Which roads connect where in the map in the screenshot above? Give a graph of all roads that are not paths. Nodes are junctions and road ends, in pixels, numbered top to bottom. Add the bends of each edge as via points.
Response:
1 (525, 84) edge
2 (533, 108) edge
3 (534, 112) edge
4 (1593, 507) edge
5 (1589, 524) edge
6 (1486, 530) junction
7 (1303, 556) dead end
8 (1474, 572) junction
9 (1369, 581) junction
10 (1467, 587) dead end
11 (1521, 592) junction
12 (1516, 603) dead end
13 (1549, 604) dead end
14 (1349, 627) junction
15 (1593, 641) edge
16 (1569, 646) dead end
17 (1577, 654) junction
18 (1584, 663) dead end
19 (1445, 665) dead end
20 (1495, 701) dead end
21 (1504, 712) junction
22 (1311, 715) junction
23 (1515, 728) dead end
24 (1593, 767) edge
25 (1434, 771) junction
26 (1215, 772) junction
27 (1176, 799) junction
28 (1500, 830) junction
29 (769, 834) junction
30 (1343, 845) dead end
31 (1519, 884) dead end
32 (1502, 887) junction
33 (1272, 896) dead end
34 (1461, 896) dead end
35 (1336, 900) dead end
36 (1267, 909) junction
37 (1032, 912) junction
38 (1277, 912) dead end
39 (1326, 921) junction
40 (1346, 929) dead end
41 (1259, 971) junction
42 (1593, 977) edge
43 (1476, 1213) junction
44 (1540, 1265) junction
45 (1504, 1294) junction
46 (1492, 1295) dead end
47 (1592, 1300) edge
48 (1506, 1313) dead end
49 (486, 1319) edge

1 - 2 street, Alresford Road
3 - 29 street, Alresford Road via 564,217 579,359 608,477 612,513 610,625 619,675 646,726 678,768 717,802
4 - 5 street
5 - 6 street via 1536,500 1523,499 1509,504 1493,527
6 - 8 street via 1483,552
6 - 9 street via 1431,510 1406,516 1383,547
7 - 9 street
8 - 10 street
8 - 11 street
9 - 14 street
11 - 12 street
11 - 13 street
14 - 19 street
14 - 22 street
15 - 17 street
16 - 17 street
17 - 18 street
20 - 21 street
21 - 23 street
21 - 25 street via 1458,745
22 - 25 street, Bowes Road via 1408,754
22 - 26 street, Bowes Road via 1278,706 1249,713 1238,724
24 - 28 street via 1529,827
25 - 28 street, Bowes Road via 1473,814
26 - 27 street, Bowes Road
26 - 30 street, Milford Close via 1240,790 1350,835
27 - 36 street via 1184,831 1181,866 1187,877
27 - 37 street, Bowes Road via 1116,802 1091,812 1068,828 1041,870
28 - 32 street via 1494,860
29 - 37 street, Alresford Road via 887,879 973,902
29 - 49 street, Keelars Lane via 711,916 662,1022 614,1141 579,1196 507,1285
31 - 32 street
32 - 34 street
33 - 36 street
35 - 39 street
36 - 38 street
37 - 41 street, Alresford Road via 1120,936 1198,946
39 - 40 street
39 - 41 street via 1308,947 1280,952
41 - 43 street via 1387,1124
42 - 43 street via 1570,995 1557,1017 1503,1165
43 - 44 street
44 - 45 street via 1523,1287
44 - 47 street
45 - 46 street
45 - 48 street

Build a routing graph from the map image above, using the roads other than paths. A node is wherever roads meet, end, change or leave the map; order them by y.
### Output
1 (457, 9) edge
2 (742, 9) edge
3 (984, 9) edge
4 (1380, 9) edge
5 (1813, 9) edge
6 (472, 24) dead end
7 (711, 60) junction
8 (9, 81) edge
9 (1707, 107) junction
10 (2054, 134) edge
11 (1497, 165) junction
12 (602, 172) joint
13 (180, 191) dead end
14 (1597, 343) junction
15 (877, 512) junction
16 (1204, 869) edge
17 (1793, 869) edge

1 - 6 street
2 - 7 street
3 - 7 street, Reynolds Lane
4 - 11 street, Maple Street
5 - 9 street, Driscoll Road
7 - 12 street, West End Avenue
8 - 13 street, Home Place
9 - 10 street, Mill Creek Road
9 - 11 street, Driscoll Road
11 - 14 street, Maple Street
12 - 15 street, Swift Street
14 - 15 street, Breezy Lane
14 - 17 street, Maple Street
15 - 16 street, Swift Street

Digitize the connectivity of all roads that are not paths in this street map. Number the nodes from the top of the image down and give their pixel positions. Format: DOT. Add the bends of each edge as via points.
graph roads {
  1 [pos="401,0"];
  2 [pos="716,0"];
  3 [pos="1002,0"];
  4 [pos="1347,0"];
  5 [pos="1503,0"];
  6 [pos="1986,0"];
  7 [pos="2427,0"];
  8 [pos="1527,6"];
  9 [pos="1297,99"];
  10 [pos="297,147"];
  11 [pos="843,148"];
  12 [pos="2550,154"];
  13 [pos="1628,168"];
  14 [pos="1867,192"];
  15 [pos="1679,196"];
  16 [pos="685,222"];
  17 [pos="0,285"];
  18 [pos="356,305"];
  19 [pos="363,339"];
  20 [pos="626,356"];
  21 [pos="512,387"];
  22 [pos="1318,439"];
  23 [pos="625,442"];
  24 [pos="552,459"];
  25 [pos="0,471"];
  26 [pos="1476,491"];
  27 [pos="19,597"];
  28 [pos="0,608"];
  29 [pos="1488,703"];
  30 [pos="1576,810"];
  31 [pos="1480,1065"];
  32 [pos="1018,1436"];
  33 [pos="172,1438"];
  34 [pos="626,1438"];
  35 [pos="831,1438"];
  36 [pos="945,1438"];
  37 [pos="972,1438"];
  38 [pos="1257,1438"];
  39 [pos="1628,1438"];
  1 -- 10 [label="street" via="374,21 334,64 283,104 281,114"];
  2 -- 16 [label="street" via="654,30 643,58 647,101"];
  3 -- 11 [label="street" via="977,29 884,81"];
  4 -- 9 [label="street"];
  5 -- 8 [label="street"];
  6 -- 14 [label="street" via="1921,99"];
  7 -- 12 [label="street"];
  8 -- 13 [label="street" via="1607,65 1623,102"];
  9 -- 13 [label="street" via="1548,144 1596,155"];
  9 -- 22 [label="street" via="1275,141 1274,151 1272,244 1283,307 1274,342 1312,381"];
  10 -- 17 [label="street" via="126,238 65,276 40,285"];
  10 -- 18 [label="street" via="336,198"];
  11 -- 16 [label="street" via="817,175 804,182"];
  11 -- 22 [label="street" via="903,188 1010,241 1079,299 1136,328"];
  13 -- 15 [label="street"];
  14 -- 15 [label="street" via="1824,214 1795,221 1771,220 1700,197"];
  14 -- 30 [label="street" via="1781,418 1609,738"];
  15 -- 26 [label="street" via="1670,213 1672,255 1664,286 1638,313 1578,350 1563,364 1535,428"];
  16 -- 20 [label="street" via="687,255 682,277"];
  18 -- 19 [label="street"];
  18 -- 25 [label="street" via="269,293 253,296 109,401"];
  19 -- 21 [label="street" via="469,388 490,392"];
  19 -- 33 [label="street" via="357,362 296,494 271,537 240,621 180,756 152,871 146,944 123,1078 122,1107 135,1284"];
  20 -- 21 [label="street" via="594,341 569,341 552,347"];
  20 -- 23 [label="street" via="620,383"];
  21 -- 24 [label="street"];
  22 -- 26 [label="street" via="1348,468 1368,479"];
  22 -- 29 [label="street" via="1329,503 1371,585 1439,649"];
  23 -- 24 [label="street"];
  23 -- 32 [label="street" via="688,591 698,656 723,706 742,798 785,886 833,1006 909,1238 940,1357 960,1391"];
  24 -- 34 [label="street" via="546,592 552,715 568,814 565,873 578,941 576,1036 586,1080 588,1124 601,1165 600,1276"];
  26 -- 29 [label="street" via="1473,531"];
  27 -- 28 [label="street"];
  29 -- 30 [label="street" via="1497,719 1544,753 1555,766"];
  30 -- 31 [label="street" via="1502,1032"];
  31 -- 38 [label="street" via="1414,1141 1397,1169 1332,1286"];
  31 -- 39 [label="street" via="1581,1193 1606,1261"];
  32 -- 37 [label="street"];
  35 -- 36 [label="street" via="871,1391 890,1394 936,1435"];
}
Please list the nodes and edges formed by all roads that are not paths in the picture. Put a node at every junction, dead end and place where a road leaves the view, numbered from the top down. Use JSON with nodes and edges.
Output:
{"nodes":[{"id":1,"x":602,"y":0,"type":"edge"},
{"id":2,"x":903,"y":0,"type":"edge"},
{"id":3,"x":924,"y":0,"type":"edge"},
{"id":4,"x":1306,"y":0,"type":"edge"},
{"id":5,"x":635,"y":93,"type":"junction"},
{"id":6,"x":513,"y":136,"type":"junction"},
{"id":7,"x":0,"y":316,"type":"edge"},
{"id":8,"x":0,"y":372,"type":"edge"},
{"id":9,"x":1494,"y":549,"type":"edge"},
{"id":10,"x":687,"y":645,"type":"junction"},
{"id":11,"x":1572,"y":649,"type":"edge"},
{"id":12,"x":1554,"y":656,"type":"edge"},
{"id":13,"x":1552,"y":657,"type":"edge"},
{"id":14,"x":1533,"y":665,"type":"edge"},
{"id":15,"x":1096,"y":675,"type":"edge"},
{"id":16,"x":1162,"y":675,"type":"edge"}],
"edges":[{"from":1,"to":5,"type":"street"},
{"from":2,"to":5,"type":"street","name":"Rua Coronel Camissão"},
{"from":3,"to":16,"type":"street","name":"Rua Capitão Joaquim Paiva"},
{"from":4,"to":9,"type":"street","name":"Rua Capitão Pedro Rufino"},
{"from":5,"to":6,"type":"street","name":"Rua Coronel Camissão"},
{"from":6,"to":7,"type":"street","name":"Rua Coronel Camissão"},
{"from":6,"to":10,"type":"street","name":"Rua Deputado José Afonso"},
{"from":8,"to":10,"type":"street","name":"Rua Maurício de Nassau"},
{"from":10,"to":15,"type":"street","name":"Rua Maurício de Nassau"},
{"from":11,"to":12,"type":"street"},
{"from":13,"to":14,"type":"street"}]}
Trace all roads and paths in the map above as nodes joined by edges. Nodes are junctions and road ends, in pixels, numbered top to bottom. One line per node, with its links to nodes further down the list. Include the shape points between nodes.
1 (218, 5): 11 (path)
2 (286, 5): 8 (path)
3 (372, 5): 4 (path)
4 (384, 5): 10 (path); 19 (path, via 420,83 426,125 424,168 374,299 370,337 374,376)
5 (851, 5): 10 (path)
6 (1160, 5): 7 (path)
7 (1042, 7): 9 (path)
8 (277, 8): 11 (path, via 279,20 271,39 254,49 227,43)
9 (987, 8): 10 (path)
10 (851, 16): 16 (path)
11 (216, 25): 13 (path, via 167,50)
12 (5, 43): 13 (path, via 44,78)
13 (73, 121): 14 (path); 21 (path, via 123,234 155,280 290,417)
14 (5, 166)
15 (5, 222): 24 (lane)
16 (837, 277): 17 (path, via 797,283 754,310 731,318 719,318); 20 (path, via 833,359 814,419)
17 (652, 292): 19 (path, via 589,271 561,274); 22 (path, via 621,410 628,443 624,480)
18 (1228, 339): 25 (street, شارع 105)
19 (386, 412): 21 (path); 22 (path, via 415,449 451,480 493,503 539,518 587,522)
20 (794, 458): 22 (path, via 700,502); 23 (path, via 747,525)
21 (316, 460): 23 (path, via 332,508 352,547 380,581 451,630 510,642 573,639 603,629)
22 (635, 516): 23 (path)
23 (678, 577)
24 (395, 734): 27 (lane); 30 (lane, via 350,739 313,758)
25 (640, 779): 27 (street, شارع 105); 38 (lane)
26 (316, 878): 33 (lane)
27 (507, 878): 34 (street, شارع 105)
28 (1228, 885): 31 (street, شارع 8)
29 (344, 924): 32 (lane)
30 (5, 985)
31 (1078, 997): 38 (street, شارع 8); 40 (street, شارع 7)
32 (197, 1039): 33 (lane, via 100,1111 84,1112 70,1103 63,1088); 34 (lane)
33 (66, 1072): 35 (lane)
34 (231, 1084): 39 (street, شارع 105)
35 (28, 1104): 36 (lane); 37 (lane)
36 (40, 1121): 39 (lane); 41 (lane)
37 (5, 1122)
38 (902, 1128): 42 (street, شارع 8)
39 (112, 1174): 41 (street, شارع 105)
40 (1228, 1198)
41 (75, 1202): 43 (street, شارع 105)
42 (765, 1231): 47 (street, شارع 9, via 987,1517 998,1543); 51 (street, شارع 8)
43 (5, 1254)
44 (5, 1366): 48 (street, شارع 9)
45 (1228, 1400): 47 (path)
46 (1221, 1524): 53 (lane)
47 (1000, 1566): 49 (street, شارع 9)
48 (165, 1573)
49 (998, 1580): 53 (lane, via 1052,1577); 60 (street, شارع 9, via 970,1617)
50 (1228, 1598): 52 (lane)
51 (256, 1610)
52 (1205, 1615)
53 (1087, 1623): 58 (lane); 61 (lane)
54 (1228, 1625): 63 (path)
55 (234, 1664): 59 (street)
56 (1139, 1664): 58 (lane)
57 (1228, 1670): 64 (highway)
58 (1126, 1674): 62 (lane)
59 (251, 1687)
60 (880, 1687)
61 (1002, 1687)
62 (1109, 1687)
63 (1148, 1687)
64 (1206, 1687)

## EXERCISE
Copy every line of the data that carries the word "list".

## EXERCISE RESPONSE
Please list the nodes and edges formed by all roads that are not paths in the picture. Put a node at every junction, dead end and place where a road leaves the view, numbered from the top down. Use JSON with nodes and edges.
Trace all roads and paths in the map above as nodes joined by edges. Nodes are junctions and road ends, in pixels, numbered top to bottom. One line per node, with its links to nodes further down the list. Include the shape points between nodes.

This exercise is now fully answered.